Without changing a single word, write out every entry.

------ Exercise data ------

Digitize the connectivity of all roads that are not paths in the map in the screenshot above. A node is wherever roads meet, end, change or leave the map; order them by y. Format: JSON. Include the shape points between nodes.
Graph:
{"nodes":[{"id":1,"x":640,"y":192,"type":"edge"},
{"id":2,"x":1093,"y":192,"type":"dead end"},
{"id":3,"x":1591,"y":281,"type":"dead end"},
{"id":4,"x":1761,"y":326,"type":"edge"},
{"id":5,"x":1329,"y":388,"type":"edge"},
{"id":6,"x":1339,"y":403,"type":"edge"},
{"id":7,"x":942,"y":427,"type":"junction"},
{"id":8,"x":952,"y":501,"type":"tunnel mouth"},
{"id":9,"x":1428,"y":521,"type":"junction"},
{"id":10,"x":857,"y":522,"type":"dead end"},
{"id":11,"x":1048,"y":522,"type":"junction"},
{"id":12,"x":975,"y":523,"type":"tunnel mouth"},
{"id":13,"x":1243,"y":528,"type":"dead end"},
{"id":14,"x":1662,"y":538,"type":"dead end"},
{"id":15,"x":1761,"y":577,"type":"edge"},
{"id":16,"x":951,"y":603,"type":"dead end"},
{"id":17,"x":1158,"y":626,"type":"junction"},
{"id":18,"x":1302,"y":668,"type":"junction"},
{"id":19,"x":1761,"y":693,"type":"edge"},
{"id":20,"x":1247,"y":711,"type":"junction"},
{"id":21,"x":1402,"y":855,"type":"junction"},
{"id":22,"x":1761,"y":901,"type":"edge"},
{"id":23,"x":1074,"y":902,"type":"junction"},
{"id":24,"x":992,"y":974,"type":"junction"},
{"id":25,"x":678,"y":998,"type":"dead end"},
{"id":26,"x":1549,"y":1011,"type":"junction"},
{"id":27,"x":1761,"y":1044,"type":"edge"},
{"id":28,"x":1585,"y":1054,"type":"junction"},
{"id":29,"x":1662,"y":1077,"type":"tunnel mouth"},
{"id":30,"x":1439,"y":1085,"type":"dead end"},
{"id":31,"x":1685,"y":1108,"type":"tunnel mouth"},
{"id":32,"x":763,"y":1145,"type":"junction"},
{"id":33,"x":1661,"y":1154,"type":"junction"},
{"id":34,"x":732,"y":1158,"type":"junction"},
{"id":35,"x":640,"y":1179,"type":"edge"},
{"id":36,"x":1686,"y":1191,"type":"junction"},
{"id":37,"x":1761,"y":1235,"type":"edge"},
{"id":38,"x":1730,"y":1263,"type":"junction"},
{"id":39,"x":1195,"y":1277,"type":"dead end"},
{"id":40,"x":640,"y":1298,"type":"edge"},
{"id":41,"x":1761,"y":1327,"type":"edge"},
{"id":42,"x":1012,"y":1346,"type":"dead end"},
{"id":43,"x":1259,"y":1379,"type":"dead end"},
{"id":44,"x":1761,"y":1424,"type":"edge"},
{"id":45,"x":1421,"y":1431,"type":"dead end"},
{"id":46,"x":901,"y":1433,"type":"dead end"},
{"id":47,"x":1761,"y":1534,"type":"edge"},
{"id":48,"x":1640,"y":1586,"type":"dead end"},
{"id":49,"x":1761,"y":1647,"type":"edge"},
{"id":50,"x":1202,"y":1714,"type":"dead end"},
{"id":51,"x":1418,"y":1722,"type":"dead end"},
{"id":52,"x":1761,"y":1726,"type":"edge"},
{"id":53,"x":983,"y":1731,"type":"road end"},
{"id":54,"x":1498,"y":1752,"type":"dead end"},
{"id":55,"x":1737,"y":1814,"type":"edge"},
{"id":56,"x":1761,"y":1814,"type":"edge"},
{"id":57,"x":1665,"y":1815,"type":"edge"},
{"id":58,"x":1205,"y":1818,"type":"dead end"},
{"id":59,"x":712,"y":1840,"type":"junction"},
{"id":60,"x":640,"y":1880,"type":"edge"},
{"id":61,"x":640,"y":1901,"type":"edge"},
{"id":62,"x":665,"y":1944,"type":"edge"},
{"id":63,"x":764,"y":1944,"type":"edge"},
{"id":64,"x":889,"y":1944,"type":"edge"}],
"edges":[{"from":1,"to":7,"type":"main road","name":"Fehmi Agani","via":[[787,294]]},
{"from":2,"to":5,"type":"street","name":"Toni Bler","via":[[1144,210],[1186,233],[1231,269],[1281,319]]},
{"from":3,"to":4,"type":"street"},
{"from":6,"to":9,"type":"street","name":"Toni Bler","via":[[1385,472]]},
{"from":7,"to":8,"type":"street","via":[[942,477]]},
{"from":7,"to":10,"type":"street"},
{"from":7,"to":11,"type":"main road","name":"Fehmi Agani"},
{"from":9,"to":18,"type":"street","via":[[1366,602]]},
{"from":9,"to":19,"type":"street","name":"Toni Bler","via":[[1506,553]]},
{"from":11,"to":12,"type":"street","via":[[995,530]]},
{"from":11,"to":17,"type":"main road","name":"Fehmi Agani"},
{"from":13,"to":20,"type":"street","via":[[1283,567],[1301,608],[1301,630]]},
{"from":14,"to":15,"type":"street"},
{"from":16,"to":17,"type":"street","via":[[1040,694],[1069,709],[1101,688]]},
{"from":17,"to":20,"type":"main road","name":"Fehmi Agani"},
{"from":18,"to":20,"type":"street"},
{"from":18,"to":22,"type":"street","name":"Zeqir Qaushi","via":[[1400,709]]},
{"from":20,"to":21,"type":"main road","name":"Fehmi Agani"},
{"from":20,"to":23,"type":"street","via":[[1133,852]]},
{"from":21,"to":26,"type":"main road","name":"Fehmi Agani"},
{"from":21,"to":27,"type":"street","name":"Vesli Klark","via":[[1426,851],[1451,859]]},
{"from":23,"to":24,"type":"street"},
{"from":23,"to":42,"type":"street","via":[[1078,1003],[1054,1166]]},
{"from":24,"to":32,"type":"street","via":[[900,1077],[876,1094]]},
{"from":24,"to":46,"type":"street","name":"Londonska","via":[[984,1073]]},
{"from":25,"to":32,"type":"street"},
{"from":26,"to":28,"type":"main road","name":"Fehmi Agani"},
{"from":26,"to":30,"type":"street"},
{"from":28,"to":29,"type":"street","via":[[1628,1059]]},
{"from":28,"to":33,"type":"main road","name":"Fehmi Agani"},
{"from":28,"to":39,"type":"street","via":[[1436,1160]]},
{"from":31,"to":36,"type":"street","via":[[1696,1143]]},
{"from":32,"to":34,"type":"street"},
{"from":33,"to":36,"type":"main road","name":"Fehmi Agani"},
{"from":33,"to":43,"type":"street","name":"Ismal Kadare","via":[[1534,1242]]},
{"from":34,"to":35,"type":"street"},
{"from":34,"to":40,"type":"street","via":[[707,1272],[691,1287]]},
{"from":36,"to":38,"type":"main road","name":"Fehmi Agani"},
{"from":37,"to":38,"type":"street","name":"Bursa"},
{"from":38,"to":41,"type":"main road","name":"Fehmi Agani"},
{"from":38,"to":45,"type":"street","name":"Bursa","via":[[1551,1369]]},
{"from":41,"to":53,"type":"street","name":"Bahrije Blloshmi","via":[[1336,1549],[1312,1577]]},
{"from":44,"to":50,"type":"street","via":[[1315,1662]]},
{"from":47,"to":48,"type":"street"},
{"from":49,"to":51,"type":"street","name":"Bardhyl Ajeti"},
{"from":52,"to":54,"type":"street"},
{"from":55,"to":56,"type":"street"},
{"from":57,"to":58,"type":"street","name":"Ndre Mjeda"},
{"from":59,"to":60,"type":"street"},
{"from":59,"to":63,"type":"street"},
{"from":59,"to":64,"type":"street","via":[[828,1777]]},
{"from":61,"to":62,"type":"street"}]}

------

Answer:
Digitize the connectivity of all roads that are not paths in the map in the screenshot above. A node is wherever roads meet, end, change or leave the map; order them by y. Format: JSON. Include the shape points between nodes.
Graph:
{"nodes":[{"id":1,"x":640,"y":192,"type":"edge"},
{"id":2,"x":1093,"y":192,"type":"dead end"},
{"id":3,"x":1591,"y":281,"type":"dead end"},
{"id":4,"x":1761,"y":326,"type":"edge"},
{"id":5,"x":1329,"y":388,"type":"edge"},
{"id":6,"x":1339,"y":403,"type":"edge"},
{"id":7,"x":942,"y":427,"type":"junction"},
{"id":8,"x":952,"y":501,"type":"tunnel mouth"},
{"id":9,"x":1428,"y":521,"type":"junction"},
{"id":10,"x":857,"y":522,"type":"dead end"},
{"id":11,"x":1048,"y":522,"type":"junction"},
{"id":12,"x":975,"y":523,"type":"tunnel mouth"},
{"id":13,"x":1243,"y":528,"type":"dead end"},
{"id":14,"x":1662,"y":538,"type":"dead end"},
{"id":15,"x":1761,"y":577,"type":"edge"},
{"id":16,"x":951,"y":603,"type":"dead end"},
{"id":17,"x":1158,"y":626,"type":"junction"},
{"id":18,"x":1302,"y":668,"type":"junction"},
{"id":19,"x":1761,"y":693,"type":"edge"},
{"id":20,"x":1247,"y":711,"type":"junction"},
{"id":21,"x":1402,"y":855,"type":"junction"},
{"id":22,"x":1761,"y":901,"type":"edge"},
{"id":23,"x":1074,"y":902,"type":"junction"},
{"id":24,"x":992,"y":974,"type":"junction"},
{"id":25,"x":678,"y":998,"type":"dead end"},
{"id":26,"x":1549,"y":1011,"type":"junction"},
{"id":27,"x":1761,"y":1044,"type":"edge"},
{"id":28,"x":1585,"y":1054,"type":"junction"},
{"id":29,"x":1662,"y":1077,"type":"tunnel mouth"},
{"id":30,"x":1439,"y":1085,"type":"dead end"},
{"id":31,"x":1685,"y":1108,"type":"tunnel mouth"},
{"id":32,"x":763,"y":1145,"type":"junction"},
{"id":33,"x":1661,"y":1154,"type":"junction"},
{"id":34,"x":732,"y":1158,"type":"junction"},
{"id":35,"x":640,"y":1179,"type":"edge"},
{"id":36,"x":1686,"y":1191,"type":"junction"},
{"id":37,"x":1761,"y":1235,"type":"edge"},
{"id":38,"x":1730,"y":1263,"type":"junction"},
{"id":39,"x":1195,"y":1277,"type":"dead end"},
{"id":40,"x":640,"y":1298,"type":"edge"},
{"id":41,"x":1761,"y":1327,"type":"edge"},
{"id":42,"x":1012,"y":1346,"type":"dead end"},
{"id":43,"x":1259,"y":1379,"type":"dead end"},
{"id":44,"x":1761,"y":1424,"type":"edge"},
{"id":45,"x":1421,"y":1431,"type":"dead end"},
{"id":46,"x":901,"y":1433,"type":"dead end"},
{"id":47,"x":1761,"y":1534,"type":"edge"},
{"id":48,"x":1640,"y":1586,"type":"dead end"},
{"id":49,"x":1761,"y":1647,"type":"edge"},
{"id":50,"x":1202,"y":1714,"type":"dead end"},
{"id":51,"x":1418,"y":1722,"type":"dead end"},
{"id":52,"x":1761,"y":1726,"type":"edge"},
{"id":53,"x":983,"y":1731,"type":"road end"},
{"id":54,"x":1498,"y":1752,"type":"dead end"},
{"id":55,"x":1737,"y":1814,"type":"edge"},
{"id":56,"x":1761,"y":1814,"type":"edge"},
{"id":57,"x":1665,"y":1815,"type":"edge"},
{"id":58,"x":1205,"y":1818,"type":"dead end"},
{"id":59,"x":712,"y":1840,"type":"junction"},
{"id":60,"x":640,"y":1880,"type":"edge"},
{"id":61,"x":640,"y":1901,"type":"edge"},
{"id":62,"x":665,"y":1944,"type":"edge"},
{"id":63,"x":764,"y":1944,"type":"edge"},
{"id":64,"x":889,"y":1944,"type":"edge"}],
"edges":[{"from":1,"to":7,"type":"main road","name":"Fehmi Agani","via":[[787,294]]},
{"from":2,"to":5,"type":"street","name":"Toni Bler","via":[[1144,210],[1186,233],[1231,269],[1281,319]]},
{"from":3,"to":4,"type":"street"},
{"from":6,"to":9,"type":"street","name":"Toni Bler","via":[[1385,472]]},
{"from":7,"to":8,"type":"street","via":[[942,477]]},
{"from":7,"to":10,"type":"street"},
{"from":7,"to":11,"type":"main road","name":"Fehmi Agani"},
{"from":9,"to":18,"type":"street","via":[[1366,602]]},
{"from":9,"to":19,"type":"street","name":"Toni Bler","via":[[1506,553]]},
{"from":11,"to":12,"type":"street","via":[[995,530]]},
{"from":11,"to":17,"type":"main road","name":"Fehmi Agani"},
{"from":13,"to":20,"type":"street","via":[[1283,567],[1301,608],[1301,630]]},
{"from":14,"to":15,"type":"street"},
{"from":16,"to":17,"type":"street","via":[[1040,694],[1069,709],[1101,688]]},
{"from":17,"to":20,"type":"main road","name":"Fehmi Agani"},
{"from":18,"to":20,"type":"street"},
{"from":18,"to":22,"type":"street","name":"Zeqir Qaushi","via":[[1400,709]]},
{"from":20,"to":21,"type":"main road","name":"Fehmi Agani"},
{"from":20,"to":23,"type":"street","via":[[1133,852]]},
{"from":21,"to":26,"type":"main road","name":"Fehmi Agani"},
{"from":21,"to":27,"type":"street","name":"Vesli Klark","via":[[1426,851],[1451,859]]},
{"from":23,"to":24,"type":"street"},
{"from":23,"to":42,"type":"street","via":[[1078,1003],[1054,1166]]},
{"from":24,"to":32,"type":"street","via":[[900,1077],[876,1094]]},
{"from":24,"to":46,"type":"street","name":"Londonska","via":[[984,1073]]},
{"from":25,"to":32,"type":"street"},
{"from":26,"to":28,"type":"main road","name":"Fehmi Agani"},
{"from":26,"to":30,"type":"street"},
{"from":28,"to":29,"type":"street","via":[[1628,1059]]},
{"from":28,"to":33,"type":"main road","name":"Fehmi Agani"},
{"from":28,"to":39,"type":"street","via":[[1436,1160]]},
{"from":31,"to":36,"type":"street","via":[[1696,1143]]},
{"from":32,"to":34,"type":"street"},
{"from":33,"to":36,"type":"main road","name":"Fehmi Agani"},
{"from":33,"to":43,"type":"street","name":"Ismal Kadare","via":[[1534,1242]]},
{"from":34,"to":35,"type":"street"},
{"from":34,"to":40,"type":"street","via":[[707,1272],[691,1287]]},
{"from":36,"to":38,"type":"main road","name":"Fehmi Agani"},
{"from":37,"to":38,"type":"street","name":"Bursa"},
{"from":38,"to":41,"type":"main road","name":"Fehmi Agani"},
{"from":38,"to":45,"type":"street","name":"Bursa","via":[[1551,1369]]},
{"from":41,"to":53,"type":"street","name":"Bahrije Blloshmi","via":[[1336,1549],[1312,1577]]},
{"from":44,"to":50,"type":"street","via":[[1315,1662]]},
{"from":47,"to":48,"type":"street"},
{"from":49,"to":51,"type":"street","name":"Bardhyl Ajeti"},
{"from":52,"to":54,"type":"street"},
{"from":55,"to":56,"type":"street"},
{"from":57,"to":58,"type":"street","name":"Ndre Mjeda"},
{"from":59,"to":60,"type":"street"},
{"from":59,"to":63,"type":"street"},
{"from":59,"to":64,"type":"street","via":[[828,1777]]},
{"from":61,"to":62,"type":"street"}]}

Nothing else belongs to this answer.